--- DATA PROVIDED ---

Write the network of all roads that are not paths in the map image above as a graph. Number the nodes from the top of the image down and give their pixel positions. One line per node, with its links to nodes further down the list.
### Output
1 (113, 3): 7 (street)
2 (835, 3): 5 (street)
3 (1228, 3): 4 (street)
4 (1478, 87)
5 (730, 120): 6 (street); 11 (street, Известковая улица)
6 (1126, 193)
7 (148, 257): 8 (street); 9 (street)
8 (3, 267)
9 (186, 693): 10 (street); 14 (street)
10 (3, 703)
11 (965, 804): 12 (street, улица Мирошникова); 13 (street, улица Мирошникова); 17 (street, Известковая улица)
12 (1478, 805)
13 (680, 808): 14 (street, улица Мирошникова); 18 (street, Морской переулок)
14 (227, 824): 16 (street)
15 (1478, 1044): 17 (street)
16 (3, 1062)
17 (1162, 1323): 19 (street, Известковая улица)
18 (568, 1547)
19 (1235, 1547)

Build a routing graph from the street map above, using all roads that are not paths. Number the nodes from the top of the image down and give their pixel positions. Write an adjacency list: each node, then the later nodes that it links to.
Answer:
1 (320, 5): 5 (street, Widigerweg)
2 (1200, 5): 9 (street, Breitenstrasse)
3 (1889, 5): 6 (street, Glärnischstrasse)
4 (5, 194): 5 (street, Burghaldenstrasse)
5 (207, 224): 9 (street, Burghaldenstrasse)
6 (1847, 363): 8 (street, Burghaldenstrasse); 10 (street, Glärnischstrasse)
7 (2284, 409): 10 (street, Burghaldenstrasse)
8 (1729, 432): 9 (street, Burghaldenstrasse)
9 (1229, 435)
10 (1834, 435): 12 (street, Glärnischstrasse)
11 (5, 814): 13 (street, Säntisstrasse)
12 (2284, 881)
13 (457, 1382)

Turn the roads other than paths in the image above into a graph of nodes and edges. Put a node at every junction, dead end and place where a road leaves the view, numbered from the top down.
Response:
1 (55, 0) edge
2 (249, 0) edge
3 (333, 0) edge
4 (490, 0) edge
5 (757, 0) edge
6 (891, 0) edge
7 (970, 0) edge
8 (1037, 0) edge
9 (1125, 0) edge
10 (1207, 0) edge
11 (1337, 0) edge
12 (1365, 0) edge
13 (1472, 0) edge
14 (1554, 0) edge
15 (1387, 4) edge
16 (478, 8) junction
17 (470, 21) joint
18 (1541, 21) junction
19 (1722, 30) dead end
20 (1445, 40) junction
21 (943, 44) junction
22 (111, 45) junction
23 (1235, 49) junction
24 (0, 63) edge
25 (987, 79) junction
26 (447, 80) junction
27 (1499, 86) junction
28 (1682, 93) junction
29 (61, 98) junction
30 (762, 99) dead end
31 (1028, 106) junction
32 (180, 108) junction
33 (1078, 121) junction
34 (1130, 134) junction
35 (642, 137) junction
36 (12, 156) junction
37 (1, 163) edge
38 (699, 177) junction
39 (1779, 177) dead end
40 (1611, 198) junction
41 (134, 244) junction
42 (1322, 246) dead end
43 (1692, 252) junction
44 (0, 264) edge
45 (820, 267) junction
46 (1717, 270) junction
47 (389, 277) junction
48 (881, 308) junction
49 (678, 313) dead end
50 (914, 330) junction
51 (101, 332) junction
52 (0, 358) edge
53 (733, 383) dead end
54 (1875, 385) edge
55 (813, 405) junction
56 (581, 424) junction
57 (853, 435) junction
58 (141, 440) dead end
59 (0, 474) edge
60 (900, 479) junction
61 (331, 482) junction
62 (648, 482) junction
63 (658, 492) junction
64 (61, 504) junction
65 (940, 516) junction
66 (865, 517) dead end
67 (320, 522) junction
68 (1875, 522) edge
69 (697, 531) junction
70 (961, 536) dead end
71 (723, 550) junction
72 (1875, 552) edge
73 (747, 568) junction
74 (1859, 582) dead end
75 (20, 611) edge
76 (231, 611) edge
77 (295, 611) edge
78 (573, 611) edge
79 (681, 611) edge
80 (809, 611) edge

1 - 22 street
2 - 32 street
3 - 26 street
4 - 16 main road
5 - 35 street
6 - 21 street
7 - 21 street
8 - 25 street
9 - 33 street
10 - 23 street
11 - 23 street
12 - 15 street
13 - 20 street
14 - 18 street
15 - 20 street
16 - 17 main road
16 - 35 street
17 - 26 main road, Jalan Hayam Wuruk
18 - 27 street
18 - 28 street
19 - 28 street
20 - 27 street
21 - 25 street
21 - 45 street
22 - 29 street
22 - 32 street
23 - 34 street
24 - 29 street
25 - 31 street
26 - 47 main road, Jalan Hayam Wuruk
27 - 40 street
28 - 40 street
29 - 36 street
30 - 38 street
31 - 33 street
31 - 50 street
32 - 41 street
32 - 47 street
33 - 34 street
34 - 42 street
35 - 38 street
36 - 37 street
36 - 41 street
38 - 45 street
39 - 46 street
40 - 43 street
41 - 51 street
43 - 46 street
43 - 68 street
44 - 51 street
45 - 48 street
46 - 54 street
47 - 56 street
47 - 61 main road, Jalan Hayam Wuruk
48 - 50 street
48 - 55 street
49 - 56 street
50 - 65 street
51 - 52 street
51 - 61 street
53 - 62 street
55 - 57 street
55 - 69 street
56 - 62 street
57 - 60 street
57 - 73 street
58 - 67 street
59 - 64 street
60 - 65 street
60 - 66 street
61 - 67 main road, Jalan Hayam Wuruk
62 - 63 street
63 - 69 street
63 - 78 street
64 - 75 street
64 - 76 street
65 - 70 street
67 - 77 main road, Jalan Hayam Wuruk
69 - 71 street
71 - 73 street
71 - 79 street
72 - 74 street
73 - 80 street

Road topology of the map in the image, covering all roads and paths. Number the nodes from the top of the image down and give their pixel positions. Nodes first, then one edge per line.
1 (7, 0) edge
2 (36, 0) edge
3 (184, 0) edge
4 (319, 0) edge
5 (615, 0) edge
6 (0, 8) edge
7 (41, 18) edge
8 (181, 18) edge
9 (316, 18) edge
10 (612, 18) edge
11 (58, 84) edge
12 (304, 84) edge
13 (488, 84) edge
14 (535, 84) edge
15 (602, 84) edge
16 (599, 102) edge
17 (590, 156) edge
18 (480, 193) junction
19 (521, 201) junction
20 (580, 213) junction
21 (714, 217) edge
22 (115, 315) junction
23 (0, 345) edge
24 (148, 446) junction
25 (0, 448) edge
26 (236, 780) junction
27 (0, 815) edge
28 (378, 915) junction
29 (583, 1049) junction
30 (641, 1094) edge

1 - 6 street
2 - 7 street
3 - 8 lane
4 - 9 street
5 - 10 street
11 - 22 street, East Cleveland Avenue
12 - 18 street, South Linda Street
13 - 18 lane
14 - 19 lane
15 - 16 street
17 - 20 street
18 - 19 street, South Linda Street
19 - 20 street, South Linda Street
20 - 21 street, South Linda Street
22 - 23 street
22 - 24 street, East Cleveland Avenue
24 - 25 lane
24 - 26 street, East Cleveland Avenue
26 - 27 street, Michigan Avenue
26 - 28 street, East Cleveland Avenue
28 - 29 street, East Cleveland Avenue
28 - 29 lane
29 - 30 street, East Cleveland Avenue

---

▸ TASK DETAILS
This exercise calls for repeating every line of the data exactly.

▸ SOLVED EXERCISE
Write the network of all roads that are not paths in the map image above as a graph. Number the nodes from the top of the image down and give their pixel positions. One line per node, with its links to nodes further down the list.
### Output
1 (113, 3): 7 (street)
2 (835, 3): 5 (street)
3 (1228, 3): 4 (street)
4 (1478, 87)
5 (730, 120): 6 (street); 11 (street, Известковая улица)
6 (1126, 193)
7 (148, 257): 8 (street); 9 (street)
8 (3, 267)
9 (186, 693): 10 (street); 14 (street)
10 (3, 703)
11 (965, 804): 12 (street, улица Мирошникова); 13 (street, улица Мирошникова); 17 (street, Известковая улица)
12 (1478, 805)
13 (680, 808): 14 (street, улица Мирошникова); 18 (street, Морской переулок)
14 (227, 824): 16 (street)
15 (1478, 1044): 17 (street)
16 (3, 1062)
17 (1162, 1323): 19 (street, Известковая улица)
18 (568, 1547)
19 (1235, 1547)

Build a routing graph from the street map above, using all roads that are not paths. Number the nodes from the top of the image down and give their pixel positions. Write an adjacency list: each node, then the later nodes that it links to.
Answer:
1 (320, 5): 5 (street, Widigerweg)
2 (1200, 5): 9 (street, Breitenstrasse)
3 (1889, 5): 6 (street, Glärnischstrasse)
4 (5, 194): 5 (street, Burghaldenstrasse)
5 (207, 224): 9 (street, Burghaldenstrasse)
6 (1847, 363): 8 (street, Burghaldenstrasse); 10 (street, Glärnischstrasse)
7 (2284, 409): 10 (street, Burghaldenstrasse)
8 (1729, 432): 9 (street, Burghaldenstrasse)
9 (1229, 435)
10 (1834, 435): 12 (street, Glärnischstrasse)
11 (5, 814): 13 (street, Säntisstrasse)
12 (2284, 881)
13 (457, 1382)

Turn the roads other than paths in the image above into a graph of nodes and edges. Put a node at every junction, dead end and place where a road leaves the view, numbered from the top down.
Response:
1 (55, 0) edge
2 (249, 0) edge
3 (333, 0) edge
4 (490, 0) edge
5 (757, 0) edge
6 (891, 0) edge
7 (970, 0) edge
8 (1037, 0) edge
9 (1125, 0) edge
10 (1207, 0) edge
11 (1337, 0) edge
12 (1365, 0) edge
13 (1472, 0) edge
14 (1554, 0) edge
15 (1387, 4) edge
16 (478, 8) junction
17 (470, 21) joint
18 (1541, 21) junction
19 (1722, 30) dead end
20 (1445, 40) junction
21 (943, 44) junction
22 (111, 45) junction
23 (1235, 49) junction
24 (0, 63) edge
25 (987, 79) junction
26 (447, 80) junction
27 (1499, 86) junction
28 (1682, 93) junction
29 (61, 98) junction
30 (762, 99) dead end
31 (1028, 106) junction
32 (180, 108) junction
33 (1078, 121) junction
34 (1130, 134) junction
35 (642, 137) junction
36 (12, 156) junction
37 (1, 163) edge
38 (699, 177) junction
39 (1779, 177) dead end
40 (1611, 198) junction
41 (134, 244) junction
42 (1322, 246) dead end
43 (1692, 252) junction
44 (0, 264) edge
45 (820, 267) junction
46 (1717, 270) junction
47 (389, 277) junction
48 (881, 308) junction
49 (678, 313) dead end
50 (914, 330) junction
51 (101, 332) junction
52 (0, 358) edge
53 (733, 383) dead end
54 (1875, 385) edge
55 (813, 405) junction
56 (581, 424) junction
57 (853, 435) junction
58 (141, 440) dead end
59 (0, 474) edge
60 (900, 479) junction
61 (331, 482) junction
62 (648, 482) junction
63 (658, 492) junction
64 (61, 504) junction
65 (940, 516) junction
66 (865, 517) dead end
67 (320, 522) junction
68 (1875, 522) edge
69 (697, 531) junction
70 (961, 536) dead end
71 (723, 550) junction
72 (1875, 552) edge
73 (747, 568) junction
74 (1859, 582) dead end
75 (20, 611) edge
76 (231, 611) edge
77 (295, 611) edge
78 (573, 611) edge
79 (681, 611) edge
80 (809, 611) edge

1 - 22 street
2 - 32 street
3 - 26 street
4 - 16 main road
5 - 35 street
6 - 21 street
7 - 21 street
8 - 25 street
9 - 33 street
10 - 23 street
11 - 23 street
12 - 15 street
13 - 20 street
14 - 18 street
15 - 20 street
16 - 17 main road
16 - 35 street
17 - 26 main road, Jalan Hayam Wuruk
18 - 27 street
18 - 28 street
19 - 28 street
20 - 27 street
21 - 25 street
21 - 45 street
22 - 29 street
22 - 32 street
23 - 34 street
24 - 29 street
25 - 31 street
26 - 47 main road, Jalan Hayam Wuruk
27 - 40 street
28 - 40 street
29 - 36 street
30 - 38 street
31 - 33 street
31 - 50 street
32 - 41 street
32 - 47 street
33 - 34 street
34 - 42 street
35 - 38 street
36 - 37 street
36 - 41 street
38 - 45 street
39 - 46 street
40 - 43 street
41 - 51 street
43 - 46 street
43 - 68 street
44 - 51 street
45 - 48 street
46 - 54 street
47 - 56 street
47 - 61 main road, Jalan Hayam Wuruk
48 - 50 street
48 - 55 street
49 - 56 street
50 - 65 street
51 - 52 street
51 - 61 street
53 - 62 street
55 - 57 street
55 - 69 street
56 - 62 street
57 - 60 street
57 - 73 street
58 - 67 street
59 - 64 street
60 - 65 street
60 - 66 street
61 - 67 main road, Jalan Hayam Wuruk
62 - 63 street
63 - 69 street
63 - 78 street
64 - 75 street
64 - 76 street
65 - 70 street
67 - 77 main road, Jalan Hayam Wuruk
69 - 71 street
71 - 73 street
71 - 79 street
72 - 74 street
73 - 80 street

Road topology of the map in the image, covering all roads and paths. Number the nodes from the top of the image down and give their pixel positions. Nodes first, then one edge per line.
1 (7, 0) edge
2 (36, 0) edge
3 (184, 0) edge
4 (319, 0) edge
5 (615, 0) edge
6 (0, 8) edge
7 (41, 18) edge
8 (181, 18) edge
9 (316, 18) edge
10 (612, 18) edge
11 (58, 84) edge
12 (304, 84) edge
13 (488, 84) edge
14 (535, 84) edge
15 (602, 84) edge
16 (599, 102) edge
17 (590, 156) edge
18 (480, 193) junction
19 (521, 201) junction
20 (580, 213) junction
21 (714, 217) edge
22 (115, 315) junction
23 (0, 345) edge
24 (148, 446) junction
25 (0, 448) edge
26 (236, 780) junction
27 (0, 815) edge
28 (378, 915) junction
29 (583, 1049) junction
30 (641, 1094) edge

1 - 6 street
2 - 7 street
3 - 8 lane
4 - 9 street
5 - 10 street
11 - 22 street, East Cleveland Avenue
12 - 18 street, South Linda Street
13 - 18 lane
14 - 19 lane
15 - 16 street
17 - 20 street
18 - 19 street, South Linda Street
19 - 20 street, South Linda Street
20 - 21 street, South Linda Street
22 - 23 street
22 - 24 street, East Cleveland Avenue
24 - 25 lane
24 - 26 street, East Cleveland Avenue
26 - 27 street, Michigan Avenue
26 - 28 street, East Cleveland Avenue
28 - 29 street, East Cleveland Avenue
28 - 29 lane
29 - 30 street, East Cleveland Avenue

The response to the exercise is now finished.